Characterization of thrombolysis induced by the heat generated from NIR laser-irradiated thermogenic stents in vitro
In order to study the efficiency of NETS in inducing photothermal ablation of clots, a thrombus was allowed to form around the stent placed within a glass cuvette followed by irradiation with the NIR laser for 30 min, which raised the temperature up to 50 °C. The extent of thrombolysis was evaluated by three standard assays as described earlier.32 Photothermal fibrinolysis was found to be 57% higher in the fluorescence-based assay whereas the rise was 73% each in Drabkin's and methylene blue assays, respectively (Fig. 3A–E). In order to evaluate stent thrombolysis under arterial hydrodynamic shear resembling the physiological milieu, the fluid was allowed to perfuse over the stent carrying a fluorescent thrombus at a shear rate of 1500 s−1 (ESI Fig. 2†). The extent of thrombolysis as quantified from the release of Alexa 488-labeled fibrin was found to be 35% (Fig. 3F), which thus confirmed photothermal ablation of stent thrombosis.
 |
| Fig. 3 Photothermal ablation of in-stent/peri-stent clots exposed to the NIR laser for 30 min. Clots were generated by addition of 2–5 mM CaCl2 and 1 U ml−1 thrombin to a solution of fibrinogen (1 mg ml−1) carrying the thermogenic stents, followed by irradiation with the NIR (808 nm) laser at a power density 1.05 W cm−2. Whenever required, the fluorescent fibrin clot was generated by addition of Alexa Fluor 488 – conjugated fibrinogen (10% v/v) to the above solution.

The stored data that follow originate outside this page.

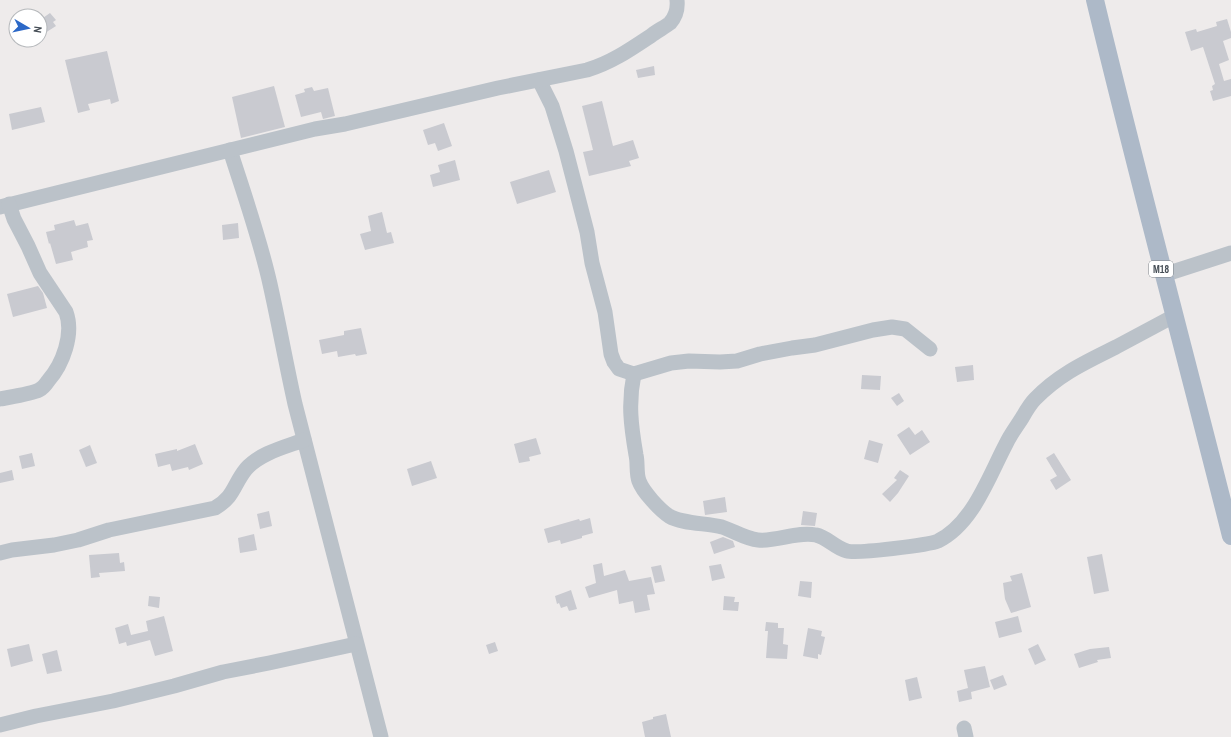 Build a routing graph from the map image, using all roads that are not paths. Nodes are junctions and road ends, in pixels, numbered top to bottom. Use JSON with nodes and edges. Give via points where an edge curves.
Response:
{"nodes":[{"id":1,"x":677,"y":0,"type":"edge"},
{"id":2,"x":1095,"y":0,"type":"edge"},
{"id":3,"x":539,"y":80,"type":"junction"},
{"id":4,"x":230,"y":150,"type":"junction"},
{"id":5,"x":4,"y":206,"type":"edge"},
{"id":6,"x":1231,"y":253,"type":"edge"},
{"id":7,"x":1163,"y":275,"type":"junction"},
{"id":8,"x":1174,"y":316,"type":"junction"},
{"id":9,"x":930,"y":349,"type":"dead end"},
{"id":10,"x":634,"y":374,"type":"junction"},
{"id":11,"x":0,"y":400,"type":"edge"},
{"id":12,"x":304,"y":440,"type":"junction"},
{"id":13,"x":1231,"y":536,"type":"edge"},
{"id":14,"x":0,"y":553,"type":"edge"},
{"id":15,"x":356,"y":644,"type":"junction"},
{"id":16,"x":0,"y":725,"type":"edge"},
{"id":17,"x":381,"y":737,"type":"edge"}],
"edges":[{"from":1,"to":3,"type":"street","via":[[678,6],[669,23],[619,56],[601,66]]},
{"from":2,"to":7,"type":"main road","number":"M18"},
{"from":3,"to":4,"type":"street"},
{"from":3,"to":10,"type":"street","via":[[552,106],[566,151],[605,312],[611,354],[618,369]]},
{"from":4,"to":5,"type":"street"},
{"from":4,"to":12,"type":"street","via":[[270,284],[283,354]]},
{"from":5,"to":11,"type":"street","via":[[14,219],[40,273],[66,312],[68,332],[59,366],[40,390]]},
{"from":6,"to":7,"type":"street"},
{"from":7,"to":8,"type":"main road","number":"M18"},
{"from":8,"to":10,"type":"street","via":[[1080,364],[1056,379],[1033,400],[1006,443],[987,484],[955,530],[937,542],[876,550],[851,552],[816,535],[754,540],[720,527],[669,516],[642,488],[638,478],[630,411]]},
{"from":8,"to":13,"type":"main road","number":"M18"},
{"from":9,"to":10,"type":"street","via":[[905,329],[892,327],[737,360],[689,361]]},
{"from":12,"to":14,"type":"street","via":[[255,461],[240,477],[230,496],[215,508],[109,530],[78,540]]},
{"from":12,"to":15,"type":"street"},
{"from":15,"to":16,"type":"street","via":[[223,672],[174,686]]},
{"from":15,"to":17,"type":"street"}]}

Drabkin's assay (A) and (B) and methylene blue assay (C) and (D) were carried out in order to evaluate the extent of clot lysis. (E) In-stent or peri-stent clot lysis analyzed employing an Alexa Fluor 488-labeled thrombus. (F) Lysis of a fluorescently labeled stent thrombus exposed to arterial hydrodynamic shear (1500 s−1). Data are representative of five different sets of experiments (mean ± SEM). *P < 0.05; **P < 0.01; ****P < 0.0001, vs. control. | |
The heat-induced alteration in fibrin clot structural morphology following 30 min NIR laser irradiation was evaluated using orthogonal tools like SEM and CLSM. The SEM images were consistent with a significant 12-fold increase in thrombus-depleted areas (ESI Fig. 5A–C†) associated with a drop (by 5%) in fibrin diameter (ESI Fig. 5D and E†). In agreement, confocal images too demonstrated a nearly 5 times expansion in areas of thrombus depletion examined at different depths in Z-stacking mode (ESI Fig. 6A–C†) and 56% reduction in fiber density (ESI Fig. 6D†) in laser-irradiated samples.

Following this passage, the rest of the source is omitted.